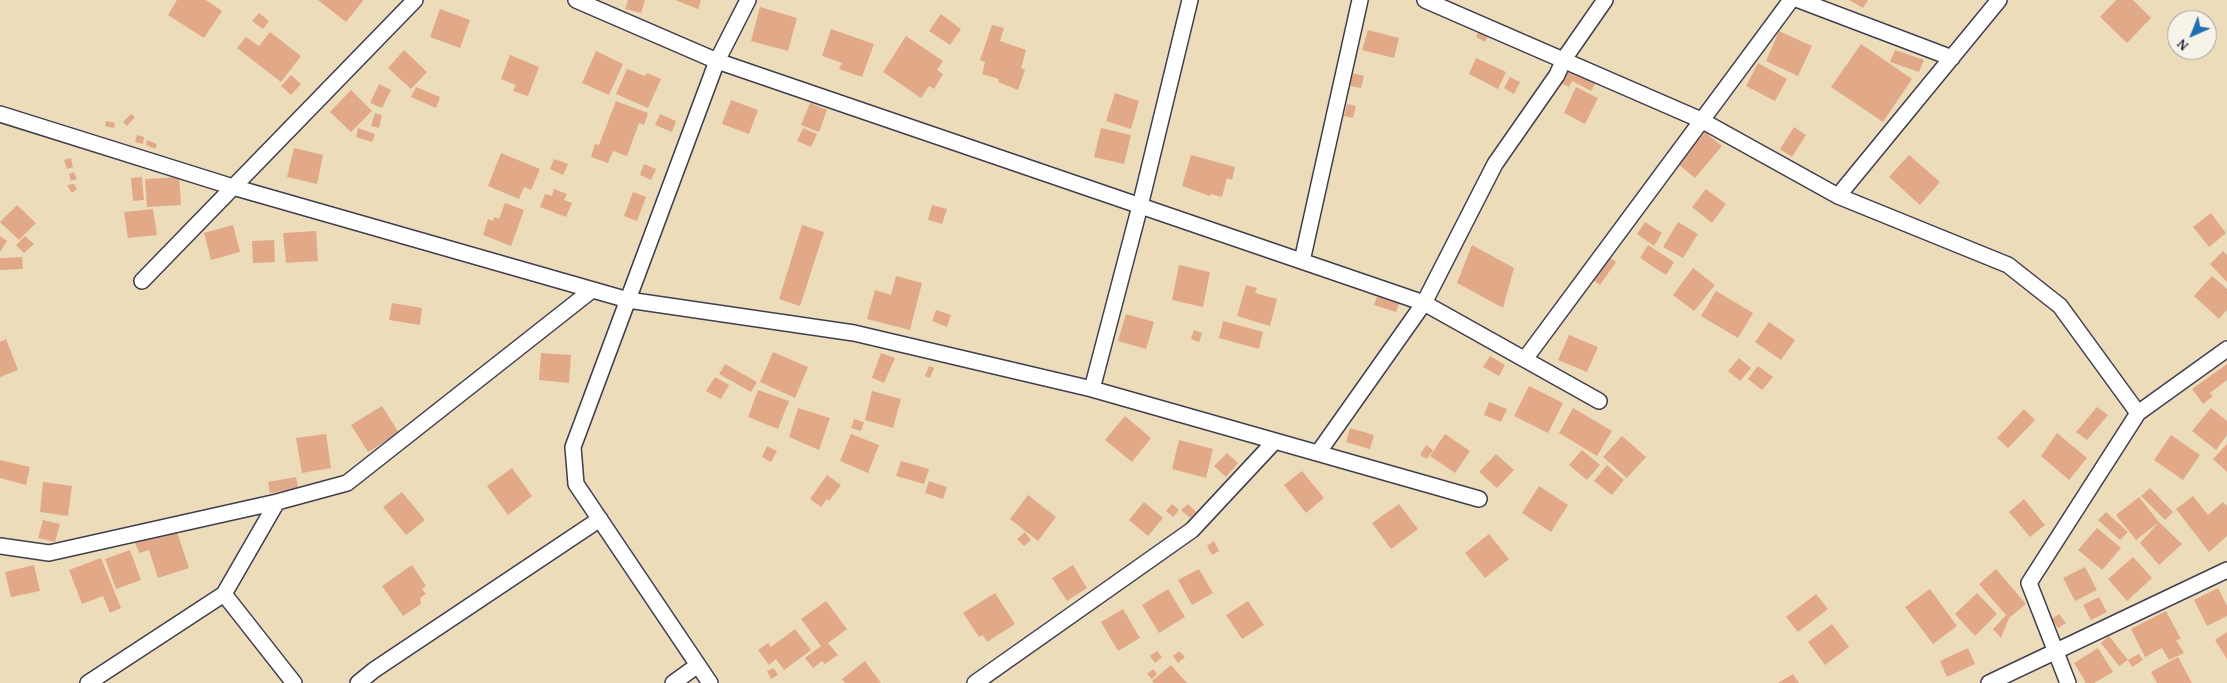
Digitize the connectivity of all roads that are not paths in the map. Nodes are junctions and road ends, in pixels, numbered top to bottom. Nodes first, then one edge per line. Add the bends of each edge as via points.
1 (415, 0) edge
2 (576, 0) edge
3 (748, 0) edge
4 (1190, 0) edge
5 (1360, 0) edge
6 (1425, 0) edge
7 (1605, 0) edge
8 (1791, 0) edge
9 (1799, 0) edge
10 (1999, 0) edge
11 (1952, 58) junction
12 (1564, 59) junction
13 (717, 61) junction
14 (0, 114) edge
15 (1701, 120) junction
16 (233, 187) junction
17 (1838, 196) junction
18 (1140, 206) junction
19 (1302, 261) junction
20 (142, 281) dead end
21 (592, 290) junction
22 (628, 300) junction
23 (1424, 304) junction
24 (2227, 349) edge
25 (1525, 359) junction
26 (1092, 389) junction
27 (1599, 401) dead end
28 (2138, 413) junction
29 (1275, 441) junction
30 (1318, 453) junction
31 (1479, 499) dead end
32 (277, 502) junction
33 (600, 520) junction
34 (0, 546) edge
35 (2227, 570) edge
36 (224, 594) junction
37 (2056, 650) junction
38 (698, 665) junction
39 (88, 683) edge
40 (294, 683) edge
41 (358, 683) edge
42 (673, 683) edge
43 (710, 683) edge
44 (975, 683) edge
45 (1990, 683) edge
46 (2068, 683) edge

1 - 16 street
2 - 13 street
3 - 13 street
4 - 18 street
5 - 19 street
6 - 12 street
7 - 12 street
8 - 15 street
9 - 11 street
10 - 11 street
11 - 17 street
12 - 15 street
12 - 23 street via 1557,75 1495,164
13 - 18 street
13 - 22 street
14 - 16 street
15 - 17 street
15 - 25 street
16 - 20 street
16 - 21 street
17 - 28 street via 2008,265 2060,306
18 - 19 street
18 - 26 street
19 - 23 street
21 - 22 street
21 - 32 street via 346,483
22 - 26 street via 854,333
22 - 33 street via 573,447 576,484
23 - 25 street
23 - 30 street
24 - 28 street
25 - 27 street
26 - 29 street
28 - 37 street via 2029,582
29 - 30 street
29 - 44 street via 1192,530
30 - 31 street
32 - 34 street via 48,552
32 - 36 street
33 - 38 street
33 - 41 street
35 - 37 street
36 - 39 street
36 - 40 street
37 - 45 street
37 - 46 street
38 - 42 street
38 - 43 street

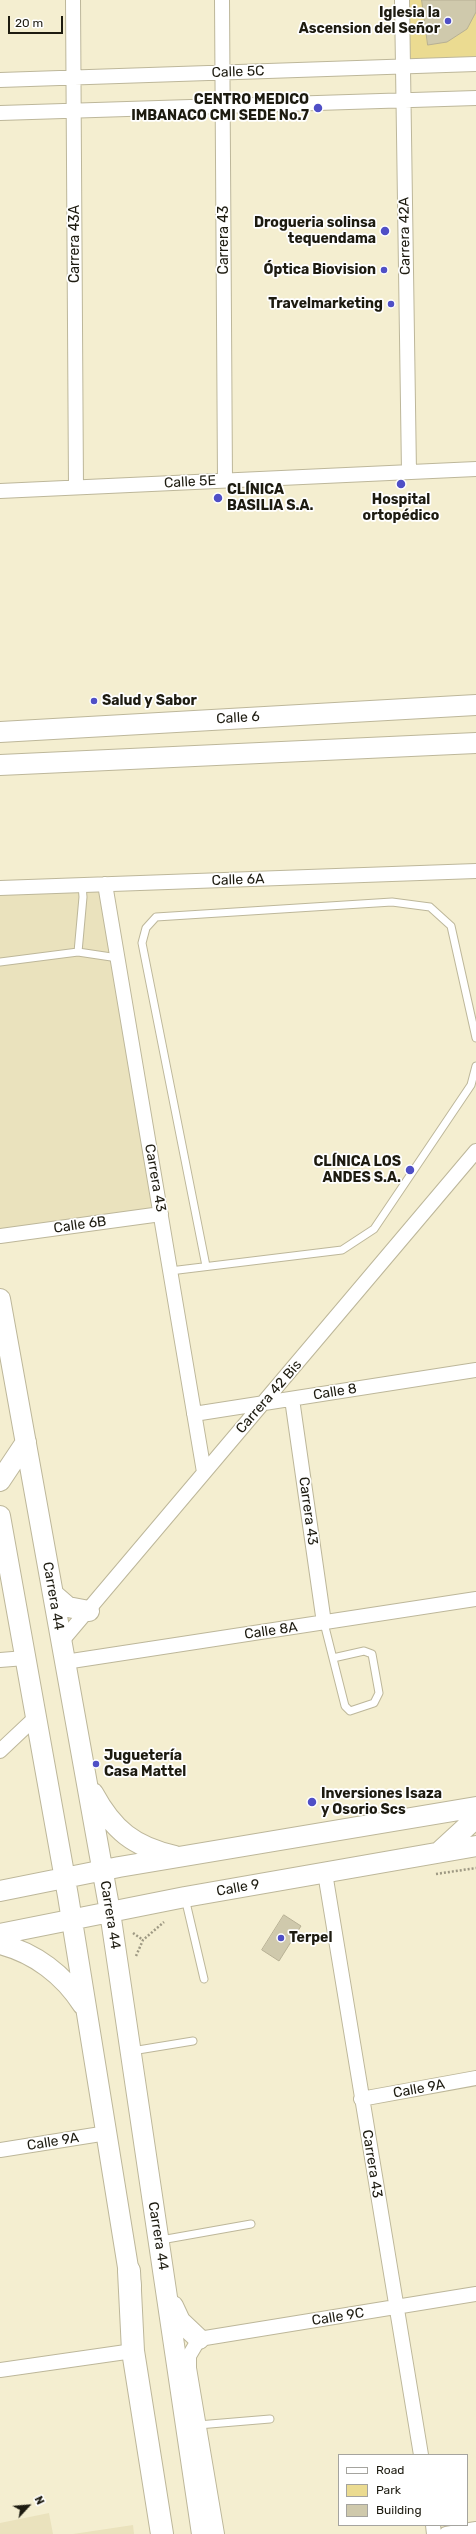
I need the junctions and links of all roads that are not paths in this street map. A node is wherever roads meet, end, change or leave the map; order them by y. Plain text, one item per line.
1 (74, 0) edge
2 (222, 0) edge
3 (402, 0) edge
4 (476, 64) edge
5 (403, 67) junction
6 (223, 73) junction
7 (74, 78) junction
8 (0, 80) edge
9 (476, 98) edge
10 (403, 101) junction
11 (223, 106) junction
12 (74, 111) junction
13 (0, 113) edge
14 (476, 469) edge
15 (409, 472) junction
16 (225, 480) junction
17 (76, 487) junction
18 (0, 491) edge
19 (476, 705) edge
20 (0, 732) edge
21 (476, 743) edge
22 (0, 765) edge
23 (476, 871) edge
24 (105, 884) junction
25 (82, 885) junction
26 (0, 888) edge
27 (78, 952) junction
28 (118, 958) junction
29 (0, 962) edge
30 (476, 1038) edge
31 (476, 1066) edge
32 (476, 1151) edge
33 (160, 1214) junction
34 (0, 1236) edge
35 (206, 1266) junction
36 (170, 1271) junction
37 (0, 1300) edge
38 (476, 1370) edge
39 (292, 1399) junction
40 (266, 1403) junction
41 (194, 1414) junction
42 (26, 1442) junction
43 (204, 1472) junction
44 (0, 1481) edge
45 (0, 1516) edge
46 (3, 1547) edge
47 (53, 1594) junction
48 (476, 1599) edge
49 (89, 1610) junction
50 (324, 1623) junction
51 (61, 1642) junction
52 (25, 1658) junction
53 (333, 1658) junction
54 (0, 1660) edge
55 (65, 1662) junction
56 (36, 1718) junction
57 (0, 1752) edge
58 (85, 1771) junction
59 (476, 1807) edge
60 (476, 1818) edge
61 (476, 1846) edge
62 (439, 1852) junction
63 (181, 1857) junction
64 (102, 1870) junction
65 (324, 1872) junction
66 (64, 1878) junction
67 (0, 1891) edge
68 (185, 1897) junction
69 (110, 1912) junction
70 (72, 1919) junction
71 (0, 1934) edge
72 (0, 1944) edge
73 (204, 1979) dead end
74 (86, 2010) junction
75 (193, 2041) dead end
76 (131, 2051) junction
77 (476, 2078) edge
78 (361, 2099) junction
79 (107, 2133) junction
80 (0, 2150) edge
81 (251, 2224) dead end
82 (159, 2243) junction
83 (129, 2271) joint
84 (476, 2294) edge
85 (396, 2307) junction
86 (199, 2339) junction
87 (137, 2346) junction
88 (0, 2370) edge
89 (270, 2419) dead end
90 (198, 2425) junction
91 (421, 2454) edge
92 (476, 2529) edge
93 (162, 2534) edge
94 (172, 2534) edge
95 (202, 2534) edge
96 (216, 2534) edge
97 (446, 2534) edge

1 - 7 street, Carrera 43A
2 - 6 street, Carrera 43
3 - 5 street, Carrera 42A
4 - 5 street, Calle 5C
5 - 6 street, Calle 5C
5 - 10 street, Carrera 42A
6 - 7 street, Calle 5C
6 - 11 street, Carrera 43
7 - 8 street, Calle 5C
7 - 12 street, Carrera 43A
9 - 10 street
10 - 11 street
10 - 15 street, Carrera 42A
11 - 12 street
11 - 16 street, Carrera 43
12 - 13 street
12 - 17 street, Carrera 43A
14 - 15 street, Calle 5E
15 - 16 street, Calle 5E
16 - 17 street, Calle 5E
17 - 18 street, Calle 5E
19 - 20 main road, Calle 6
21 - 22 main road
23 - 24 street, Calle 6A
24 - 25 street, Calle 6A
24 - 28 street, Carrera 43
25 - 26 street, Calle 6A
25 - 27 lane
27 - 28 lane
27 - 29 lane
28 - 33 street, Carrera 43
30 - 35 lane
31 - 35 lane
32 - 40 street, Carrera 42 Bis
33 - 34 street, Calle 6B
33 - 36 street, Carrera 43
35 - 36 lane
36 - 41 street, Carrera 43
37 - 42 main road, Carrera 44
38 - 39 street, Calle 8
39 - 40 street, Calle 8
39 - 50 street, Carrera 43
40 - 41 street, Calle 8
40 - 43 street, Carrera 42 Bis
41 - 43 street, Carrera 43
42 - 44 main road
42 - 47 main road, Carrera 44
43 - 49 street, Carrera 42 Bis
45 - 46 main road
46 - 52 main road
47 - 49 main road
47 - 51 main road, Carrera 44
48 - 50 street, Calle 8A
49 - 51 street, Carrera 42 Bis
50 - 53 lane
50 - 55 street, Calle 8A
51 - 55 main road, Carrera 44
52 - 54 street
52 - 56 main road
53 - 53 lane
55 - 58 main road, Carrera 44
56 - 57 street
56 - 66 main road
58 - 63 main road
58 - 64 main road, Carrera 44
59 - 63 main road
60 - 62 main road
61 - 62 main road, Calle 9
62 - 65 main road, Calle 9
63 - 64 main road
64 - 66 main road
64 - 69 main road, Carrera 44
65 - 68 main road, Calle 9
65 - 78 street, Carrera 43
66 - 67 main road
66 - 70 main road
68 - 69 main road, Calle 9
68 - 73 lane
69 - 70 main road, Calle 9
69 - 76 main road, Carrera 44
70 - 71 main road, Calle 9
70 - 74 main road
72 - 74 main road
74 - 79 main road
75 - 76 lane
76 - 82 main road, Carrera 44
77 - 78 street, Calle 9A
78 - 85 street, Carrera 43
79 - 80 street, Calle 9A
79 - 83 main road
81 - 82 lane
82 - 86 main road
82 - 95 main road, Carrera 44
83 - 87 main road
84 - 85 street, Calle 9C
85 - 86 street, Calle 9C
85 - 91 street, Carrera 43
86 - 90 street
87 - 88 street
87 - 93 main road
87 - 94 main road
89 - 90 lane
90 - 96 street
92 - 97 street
:::
Wherever the string "paths" occurs in the entries, copy that whole line.

- [ANSWER BOX]
Digitize the connectivity of all roads that are not paths in the map. Nodes are junctions and road ends, in pixels, numbered top to bottom. Nodes first, then one edge per line. Add the bends of each edge as via points.
I need the junctions and links of all roads that are not paths in this street map. A node is wherever roads meet, end, change or leave the map; order them by y. Plain text, one item per line.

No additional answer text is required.